The authors outline the following requirements:

  • Completeness: The contact history is comprehensive regarding contact events.
  • Precision: Reported contact events must reflect actual physical proximity
  • Integrity: Contact events corresponding to at-risk parties are authentic, i.e., users cannot fake contact events.
  • Confidentiality: A malicious actor cannot access the contact history of a user
  • Notification: At-risk individuals can be informed

They go onto require the following privacy guarantees:

  • Data use: must be limited for only the purposes of proximity tracing and proximity graph reconstruction, and not e.g., full location history.
  • Controlled inference: inference about individuals should be controlled to avoid information leakage; this is the “principle of least privilege” here.
  • Protect identities: data cannot be linked back to an individual.
  • Erasure: delete irrelevant data, follow data retention policies.

System design

The authors propose two designs, which have four steps:

  1. The app is installed, and upon installation a chain of ephemeral IDs are generated from a seed.
  2. During normal operation, the app broadcasts ephemeral IDs via Bluetooth, and rotates these IDs frequently and unpredictably.
  3. When a user has been infected, they submit their seed to a backend that allows others to reconstruct the IDs that her phone broadcast while she was contagious.
  4. Individual apps can locally compute whether their user was in proximity to an infected person.
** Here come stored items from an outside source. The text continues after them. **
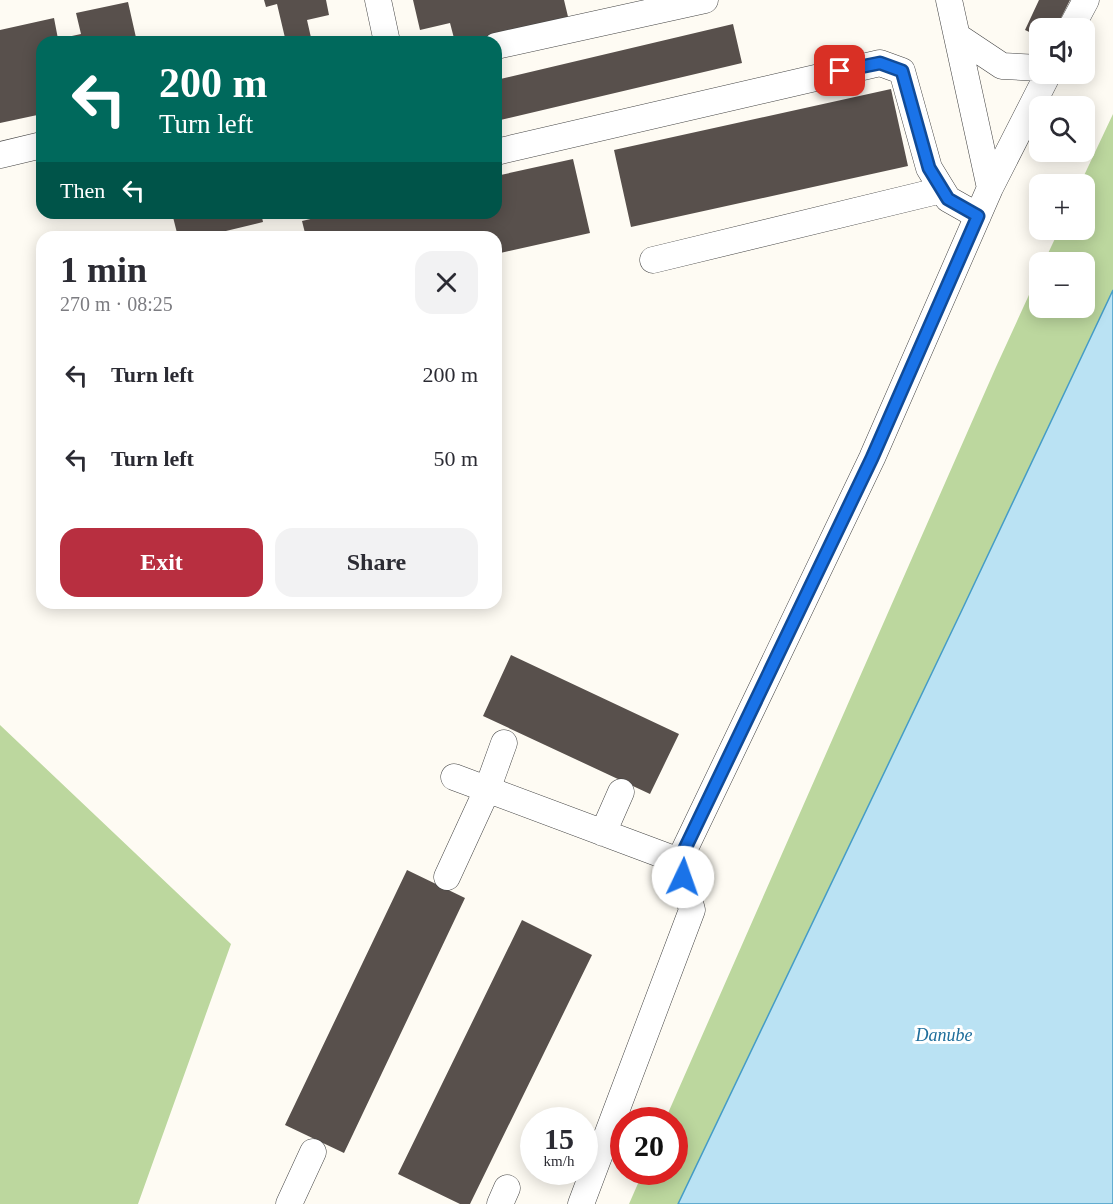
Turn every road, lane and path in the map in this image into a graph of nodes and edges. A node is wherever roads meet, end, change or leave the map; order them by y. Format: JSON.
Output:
{"nodes":[{"id":1,"x":378,"y":0,"type":"edge"},
{"id":2,"x":705,"y":0,"type":"edge"},
{"id":3,"x":949,"y":0,"type":"edge"},
{"id":4,"x":1086,"y":0,"type":"edge"},
{"id":5,"x":1076,"y":18,"type":"edge"},
{"id":6,"x":386,"y":36,"type":"edge"},
{"id":7,"x":957,"y":36,"type":"junction"},
{"id":8,"x":502,"y":45,"type":"edge"},
{"id":9,"x":1029,"y":67,"type":"edge"},
{"id":10,"x":1043,"y":84,"type":"edge"},
{"id":11,"x":36,"y":146,"type":"edge"},
{"id":12,"x":502,"y":151,"type":"edge"},
{"id":13,"x":0,"y":155,"type":"edge"},
{"id":14,"x":990,"y":188,"type":"junction"},
{"id":15,"x":942,"y":190,"type":"junction"},
{"id":16,"x":978,"y":216,"type":"junction"},
{"id":17,"x":653,"y":260,"type":"dead end"},
{"id":18,"x":504,"y":743,"type":"dead end"},
{"id":19,"x":454,"y":777,"type":"dead end"},
{"id":20,"x":487,"y":790,"type":"junction"},
{"id":21,"x":621,"y":792,"type":"dead end"},
{"id":22,"x":603,"y":833,"type":"junction"},
{"id":23,"x":679,"y":861,"type":"junction"},
{"id":24,"x":447,"y":877,"type":"dead end"},
{"id":25,"x":313,"y":1152,"type":"dead end"},
{"id":26,"x":290,"y":1204,"type":"edge"},
{"id":27,"x":581,"y":1204,"type":"edge"}],
"edges":[{"from":1,"to":6,"type":"lane"},
{"from":2,"to":8,"type":"lane"},
{"from":3,"to":7,"type":"lane"},
{"from":4,"to":5,"type":"lane"},
{"from":7,"to":9,"type":"lane"},
{"from":7,"to":14,"type":"lane"},
{"from":10,"to":14,"type":"lane"},
{"from":11,"to":13,"type":"lane"},
{"from":12,"to":15,"type":"lane"},
{"from":14,"to":16,"type":"lane"},
{"from":15,"to":16,"type":"lane"},
{"from":15,"to":17,"type":"lane"},
{"from":16,"to":23,"type":"lane"},
{"from":18,"to":20,"type":"lane"},
{"from":19,"to":20,"type":"lane"},
{"from":20,"to":22,"type":"lane"},
{"from":20,"to":24,"type":"lane"},
{"from":21,"to":22,"type":"lane"},
{"from":22,"to":23,"type":"lane"},
{"from":23,"to":27,"type":"lane"},
{"from":25,"to":26,"type":"lane"}]}
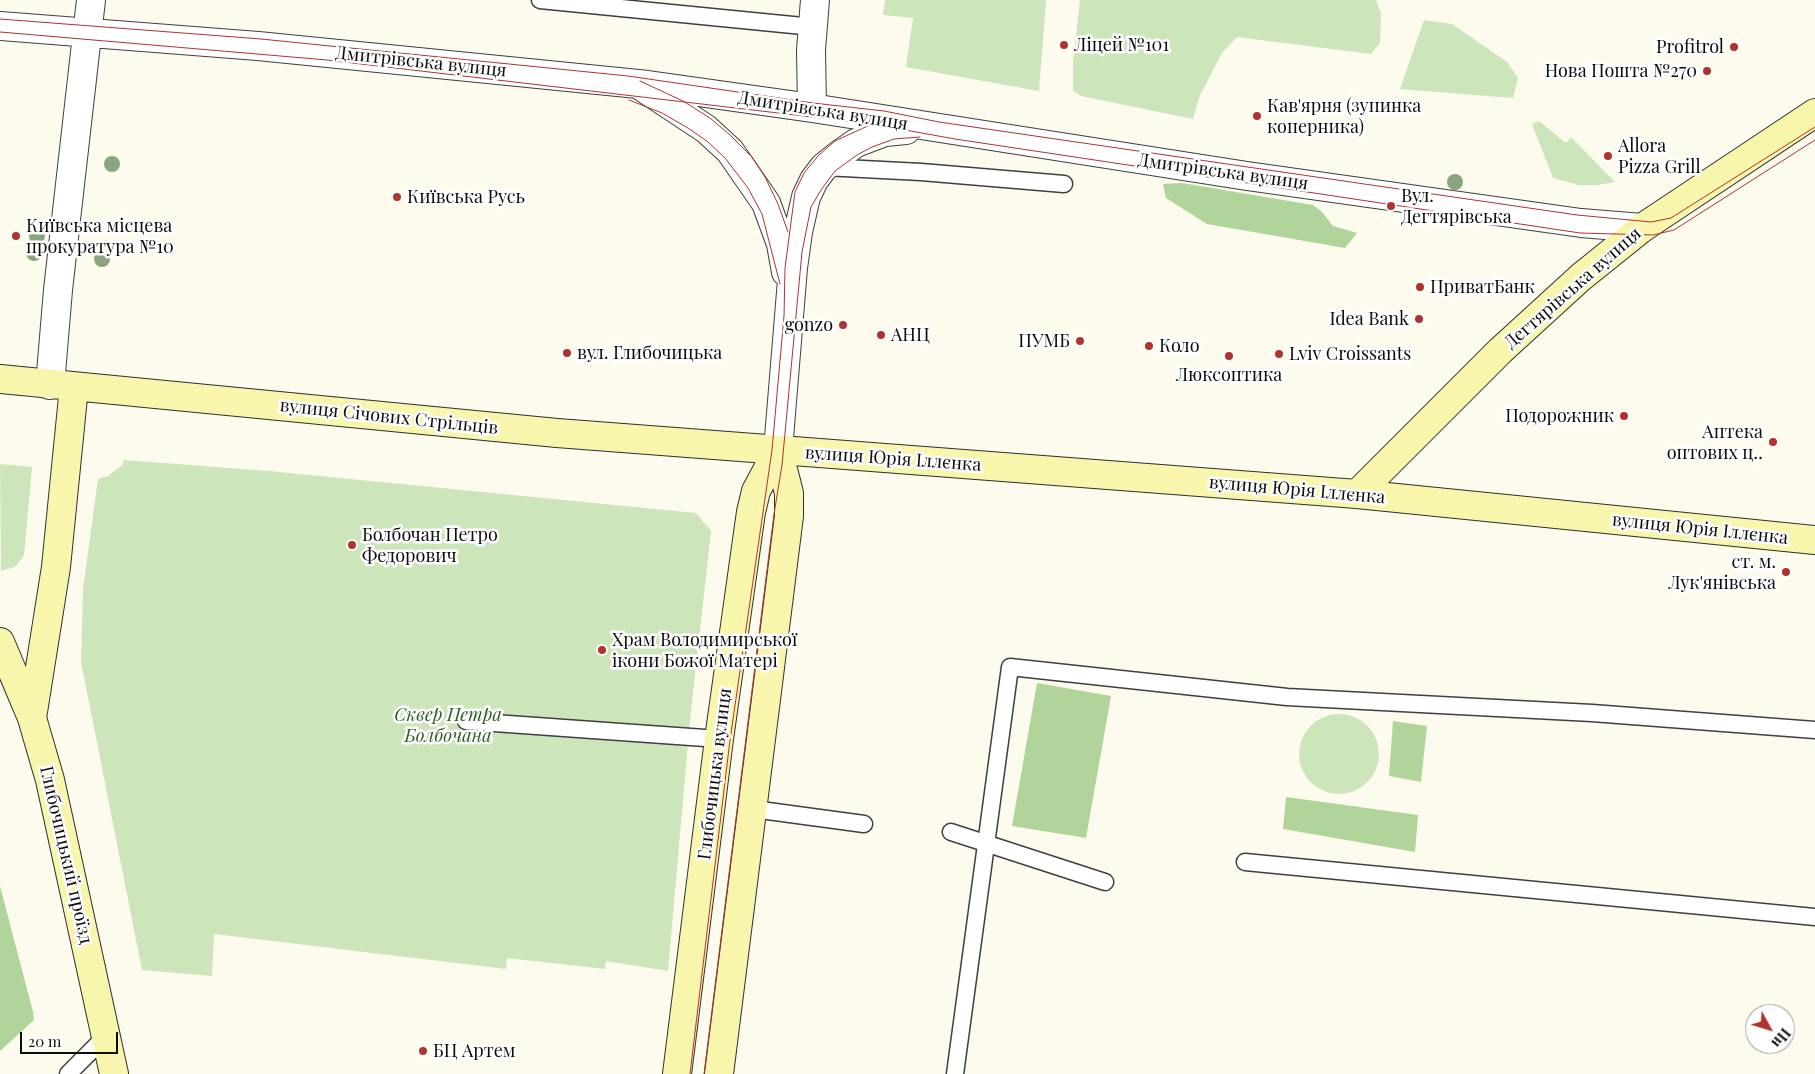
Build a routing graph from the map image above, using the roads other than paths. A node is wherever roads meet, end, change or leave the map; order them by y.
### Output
1 (90, 0) edge
2 (548, 0) edge
3 (816, 0) edge
4 (0, 26) edge
5 (812, 27) junction
6 (86, 32) junction
7 (629, 83) junction
8 (812, 108) junction
9 (1815, 113) edge
10 (935, 128) junction
11 (824, 167) junction
12 (1064, 184) dead end
13 (1642, 228) junction
14 (790, 320) junction
15 (0, 380) edge
16 (62, 386) junction
17 (778, 450) junction
18 (1357, 494) junction
19 (1815, 540) edge
20 (0, 642) edge
21 (32, 718) junction
22 (466, 721) dead end
23 (1815, 730) edge
24 (719, 739) junction
25 (753, 810) junction
26 (864, 824) dead end
27 (952, 832) dead end
28 (986, 844) junction
29 (1245, 862) dead end
30 (1104, 882) dead end
31 (1815, 917) edge
32 (106, 1036) junction
33 (68, 1074) edge
34 (114, 1074) edge
35 (677, 1074) edge
36 (719, 1074) edge
37 (955, 1074) edge

1 - 6 street
2 - 5 lane
3 - 5 street
4 - 6 street, Дмитрівська вулиця
5 - 8 street
6 - 7 street, Дмитрівська вулиця
6 - 16 street
7 - 8 street, Дмитрівська вулиця
7 - 14 street
8 - 10 street, Дмитрівська вулиця
9 - 13 main road, Дегтярівська вулиця
10 - 11 street
10 - 13 street, Дмитрівська вулиця
11 - 12 lane
11 - 14 street
13 - 18 main road, Дегтярівська вулиця
14 - 17 street
15 - 16 main road, вулиця Січових Стрільців
16 - 17 main road, вулиця Січових Стрільців
16 - 21 main road
17 - 18 main road, вулиця Юрія Іллєнка
17 - 24 main road, Глибочицька вулиця
17 - 25 main road
18 - 19 main road, вулиця Юрія Іллєнка
20 - 21 main road, Глибочицький проїзд
21 - 32 main road, Глибочицький проїзд
22 - 24 lane
23 - 28 lane
24 - 35 main road, Глибочицька вулиця
25 - 26 lane
25 - 36 main road
27 - 28 lane
28 - 30 lane
28 - 37 lane
29 - 31 lane
32 - 33 lane
32 - 34 main road, Глибочицький проїзд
While the design has a backend, it’s not a central point of trust and doesn’t maintain any secrets. All privacy-sensitive information is decentralized. This has the important benefit that the server cannot learn the social graph, making it impossible for malicious actors to reuse the data or compromise privacy if the server is compromised.

Details on normal operation: smartphones first locally generate a key SK[t] for the first day, then compute SK[t+1] = H(SK[t]), where H is some hash function, for the following days. Given a particular day’s seed, the phones locally generates N emphemeral IDs to be used on that day. The keysIDs are broadcast in a random order. Each phone stores the ephemeral IDs that other devices have broadcast.

Details on proximity tracing: a health authority informs a patient of a positive test result. Following this, the patient will send their key SK[t] from the first day they were contagious to the server, which is distributed to all phones in the system. A phone can use this key to reconstruct the ephemeral IDs which the infected patient’s phone broadcasted, and check if any of those ephemeral IDs were observed.

An alternative design uses a Cuckoo filter to offer greater privacy at the expense of larger downloads to individual devices. The details of this are a little bit over my head.

Thoughts

This is really interesting to read. Once again, I’m skeptical of any centralized solution that maintains a global contact graph or full location data; and while I knew that decentralized solutions must exist, this is the first time I read about one in depth.

This work also represents the first system I’ve seen that’s designed with the idea that it can be gratefully dismantled once we’ve gotten past COVID-19. By enforcing privacy by design and following reasonable data retention policies (nothing realistically needs to be kept for more than a few weeks), I have much more faith in this system than I do any other that I’ve seen proposed.

NPR reports that Germany may be rolling out a system like this in the near future. I look forward to hearing how it goes, and hope that it helps them get this under control.

Finally, I ought to acknowledge one of my college professors, Dr. Josiah Hester, who taught an Internet of Things research seminar that I took as part of my MS. That class helped me to develop the skills needed to be able to digest systems papers like this one, from understanding how they’re typically structured to knowing which parts were most crucial to a high-level understanding.